Hint:We know what are the radii here, that is all line segments with one point on center and one point on the circle is a line segment which is AC, AD, AB is radii. We know that all radii are of equal length. Then the triangles CAB and BAD are isosceles triangles because of AC = AB and AD = AB. Now you can find the angles as those are isosceles triangles.

Complete step-by-step solution:
Given that $\angle $BAC = \[85{}^\circ \] and $\angle $BAD=\[115{}^\circ \]
We have known that the triangle CAB is isosceles which implies
$\angle $BCA = $\angle $ABC = x ;
We know that as CAB is a triangle $\angle $BCA +$\angle $CBA + $\angle $BAC = \[180{}^\circ \]
$\Rightarrow 2x + \angle $ BAC = \[180{}^\circ \]
$\Rightarrow 2x + 85{}^\circ $= \[180{}^\circ \] [As it is given that $\angle $BAC =\[85{}^\circ \]]
$x = {{\left( \dfrac{95}{2} \right)}^{{}^\circ }} = \angle CBA$
We have known that the triangle ABD is isosceles which implies
$\angle $BDA = $\angle $ABD = y ;
We know that as CAB is a triangle $\angle $BAD +$\angle $ADB + $\angle $DBA = \[180{}^\circ \]
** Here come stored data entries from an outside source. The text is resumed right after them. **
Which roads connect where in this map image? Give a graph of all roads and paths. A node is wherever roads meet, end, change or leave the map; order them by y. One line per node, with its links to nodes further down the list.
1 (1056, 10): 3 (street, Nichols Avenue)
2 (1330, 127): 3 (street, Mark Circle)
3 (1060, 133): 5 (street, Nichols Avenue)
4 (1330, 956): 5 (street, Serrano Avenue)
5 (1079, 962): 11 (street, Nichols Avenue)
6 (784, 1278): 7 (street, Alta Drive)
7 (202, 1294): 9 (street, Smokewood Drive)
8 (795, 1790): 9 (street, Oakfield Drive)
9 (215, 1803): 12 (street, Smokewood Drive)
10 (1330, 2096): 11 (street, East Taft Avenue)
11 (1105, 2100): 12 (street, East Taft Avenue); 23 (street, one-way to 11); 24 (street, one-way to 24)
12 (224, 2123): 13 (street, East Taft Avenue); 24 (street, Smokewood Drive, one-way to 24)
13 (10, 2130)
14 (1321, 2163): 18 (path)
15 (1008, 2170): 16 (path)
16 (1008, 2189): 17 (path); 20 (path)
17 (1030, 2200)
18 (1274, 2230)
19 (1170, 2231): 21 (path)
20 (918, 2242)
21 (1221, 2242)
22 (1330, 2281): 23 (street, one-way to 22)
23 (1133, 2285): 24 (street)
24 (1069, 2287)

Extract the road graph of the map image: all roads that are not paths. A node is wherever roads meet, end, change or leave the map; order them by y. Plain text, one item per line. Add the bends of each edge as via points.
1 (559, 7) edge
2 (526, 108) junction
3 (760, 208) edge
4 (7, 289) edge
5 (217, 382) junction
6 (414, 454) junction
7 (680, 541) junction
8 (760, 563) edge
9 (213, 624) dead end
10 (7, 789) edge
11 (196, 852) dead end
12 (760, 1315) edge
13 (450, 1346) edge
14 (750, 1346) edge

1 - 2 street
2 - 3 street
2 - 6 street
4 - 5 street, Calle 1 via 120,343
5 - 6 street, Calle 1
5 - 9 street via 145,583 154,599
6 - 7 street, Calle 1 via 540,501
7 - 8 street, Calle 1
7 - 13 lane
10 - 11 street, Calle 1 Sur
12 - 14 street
$ 2y + \angle BAD$ = \[180{}^\circ \]
$\Rightarrow 2y + 115{}^\circ = 180{}^\circ $ [As it is given that $\angle BAD$ =\[115{}^\circ \]]
$ \Rightarrow y = {{\left( \dfrac{65}{2} \right)}^{{}^\circ }} = \angle ABD$
The question asked is to find $\angle $CBD which is equal to $\angle $CBA + $\angle $ ABD
Which implies
$\angle CBD = \angle CBA +\angle ABD$
$\Rightarrow \angle CBD = x + y$
$\Rightarrow\angle CBD$ = \[{{\left( \dfrac{65}{2} \right)}^{{}^\circ }}\]+ \[{{\left( \dfrac{95}{2} \right)}^{{}^\circ }}\]= \[80{}^\circ \]

Note: We can also do this in another model which is , the angle between two point making lines with the centre is twice the angle between the same two point making the lines with any point on upper sector of the circle , which implies $\angle $CAD(outer one) = 2($\angle $CBD). So as we know that angle in a point in \[360{}^\circ \] ,
 which implies
$\angle CAD$(outer one) + $\angle $CAB + $\angle $DAB = \[360{}^\circ \]
$\Rightarrow \angle CAD$(outer one) + \[85{}^\circ \] + \[115{}^\circ \] = \[360{}^\circ \]
$\Rightarrow \angle CAD$(outer one) = \[160{}^\circ \]
Which implies $\angle $CBD = $\dfrac{\angle CAD\text{(outer one)}}{2}$ = \[{{\left( \dfrac{160}{2} \right)}^{{}^\circ }}\text{ }=\text{ }80{}^\circ \]